Because light moves at finite speed, looking farther into the universe means looking back in time. GRB 080913's "lookback time" reveals that the burst occurred less than 825 million years after the universe began.
The star that caused this "shot seen across the cosmos" died when the universe was less than one-seventh its present age. "This burst accompanies the death of a star from one of the universe's early generations," says Patricia Schady of the Mullard Space Science Laboratory at University College London, who is organizing Swift observations of the event.
Gamma rays from the far-off explosion triggered Swift's Burst Alert Telescope at 1:47 a.m. EDT on Sept. 13. The spacecraft established the event's location in the constellation Eridanus and quickly turned to examine the spot. Less than two minutes after the alert, Swift's X-Ray Telescope began observing the position. There, it found a fading, previously unknown X-ray source.
Astronomers on the ground followed up as well. Using a 2.2-meter telescope at the European Southern Observatory in La Silla, Chile, a group led by Jochen Greiner at the Max Planck Institute for Extraterrestrial Physics in Garching, Germany, captured the bursts fading afterglow.
The telescope's software listens for alerts from Swift and automatically slewed to the burst position. Then, the team's Gamma-Ray Burst Optical/Near-Infrared Detector, or GROND,
simultaneously captured the waning light in seven wavelengths. "Our first exposure began just one minute after the X-Ray Telescope started observing," Greiner says.

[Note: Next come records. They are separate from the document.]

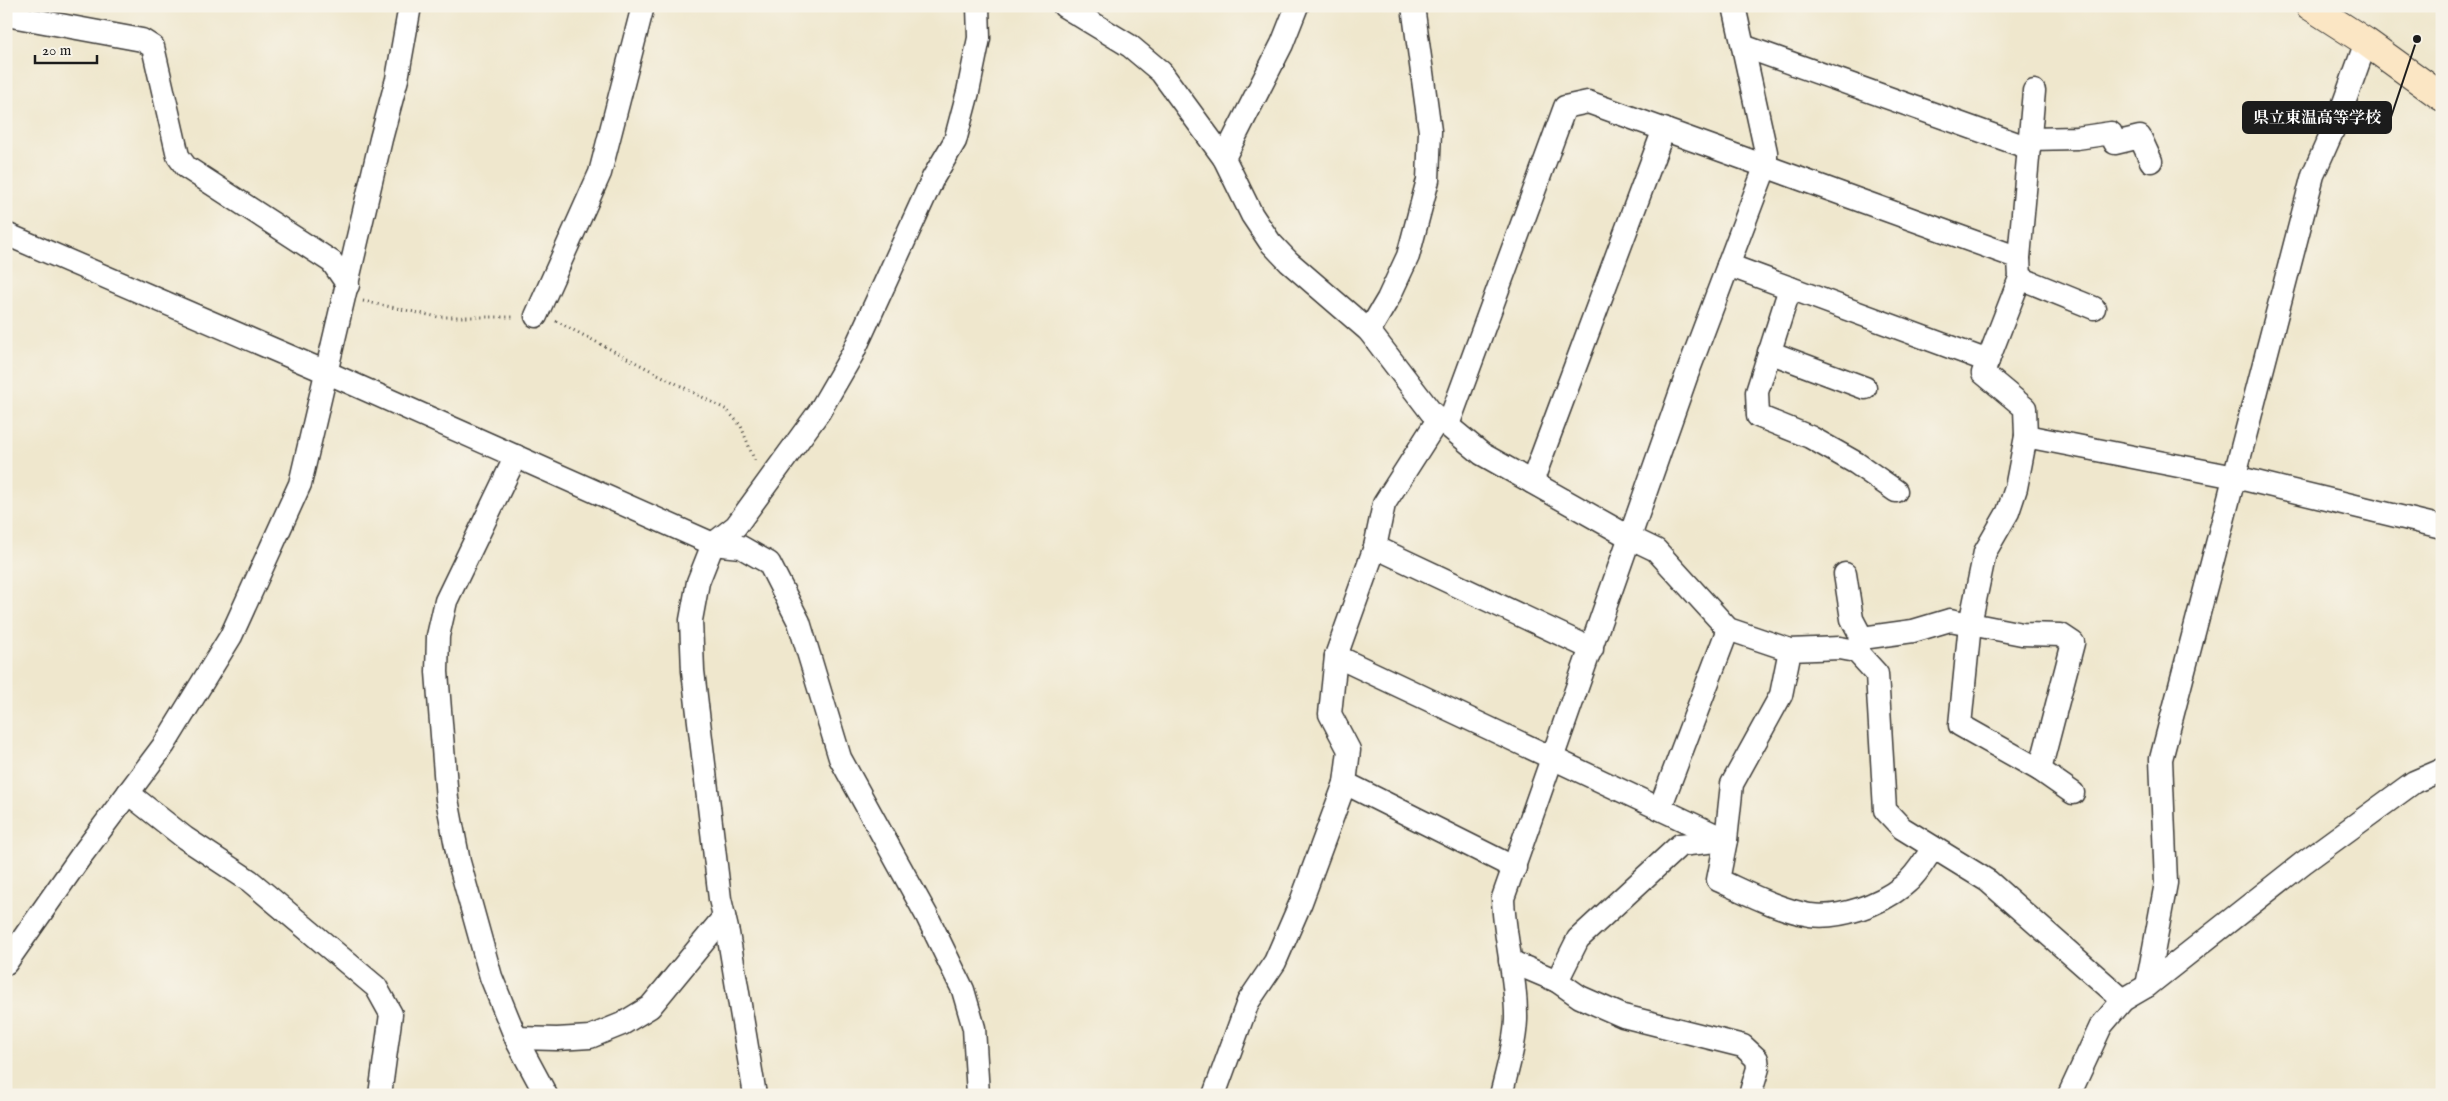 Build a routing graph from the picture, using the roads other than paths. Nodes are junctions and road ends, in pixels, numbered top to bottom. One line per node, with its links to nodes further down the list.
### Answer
1 (410, 6): 23 (street)
2 (644, 6): 25 (street)
3 (978, 6): 39 (street)
4 (1064, 6): 16 (street)
5 (1297, 6): 16 (street)
6 (1413, 6): 26 (street)
7 (1734, 6): 11 (street)
8 (2310, 6): 10 (street)
9 (6, 15): 23 (street)
10 (2366, 42): 13 (street); 34 (street)
11 (1743, 46): 15 (street); 18 (street)
12 (2034, 91): 15 (street)
13 (2442, 97)
14 (1664, 129): 18 (street); 31 (street); 35 (street)
15 (2029, 144): 17 (street); 21 (street)
16 (1224, 158): 26 (street)
17 (2151, 161)
18 (1766, 165): 20 (street); 21 (street)
19 (6, 234): 29 (street)
20 (1728, 265): 22 (street); 38 (street)
21 (2020, 268): 24 (street); 28 (street)
22 (1790, 288): 27 (street); 28 (street)
23 (347, 291): 29 (street)
24 (2094, 308)
25 (536, 316)
26 (1369, 331): 31 (street)
27 (1769, 352): 30 (street); 36 (street)
28 (1988, 361): 32 (street)
29 (326, 372): 33 (street); 52 (street)
30 (1866, 388)
31 (1443, 422): 35 (street); 40 (street)
32 (2026, 436): 34 (street); 42 (street)
33 (516, 456): 39 (street); 64 (street)
34 (2235, 477): 37 (street); 62 (street)
35 (1532, 482): 38 (street)
36 (1896, 491)
37 (2442, 527)
38 (1631, 538): 43 (street); 45 (street)
39 (714, 544): 58 (street); 68 (street)
40 (1375, 547): 45 (street); 47 (street)
41 (1845, 574): 44 (street)
42 (1970, 624): 44 (street); 49 (street); 49 (street)
43 (1728, 629): 46 (street); 54 (street)
44 (1859, 644): 46 (street); 56 (street)
45 (1592, 649): 48 (street)
46 (1790, 650): 55 (street)
47 (1336, 656): 48 (street); 51 (street)
48 (1554, 758): 54 (street); 57 (street)
49 (2040, 770): 53 (street)
50 (2442, 770): 62 (street)
51 (1345, 783): 57 (street); 69 (street)
52 (128, 793): 60 (street); 65 (street)
53 (2073, 793)
54 (1660, 808): 55 (street)
55 (1726, 840): 56 (street); 61 (street)
56 (1933, 848): 63 (street)
57 (1515, 868): 59 (street)
58 (724, 917): 64 (street); 67 (street)
59 (1510, 961): 61 (street); 70 (street)
60 (6, 963)
61 (1557, 981): 71 (street)
62 (2147, 986): 63 (street)
63 (2123, 1000): 72 (street)
64 (516, 1038): 66 (street)
65 (383, 1092)
66 (546, 1095)
67 (754, 1095)
68 (978, 1095)
69 (1214, 1095)
70 (1501, 1095)
71 (1750, 1095)
72 (2069, 1095)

In certain colors, the brightness of a distant object shows a characteristic drop caused by intervening gas clouds. The farther away the object is, the longer the wavelength where this fade-out begins. GROND exploits this effect and gives astronomers a quick estimate of an explosion's shift toward the less energetic red end of the electromagnetic spectrum, or "redshift," which suggests its record-setting distance.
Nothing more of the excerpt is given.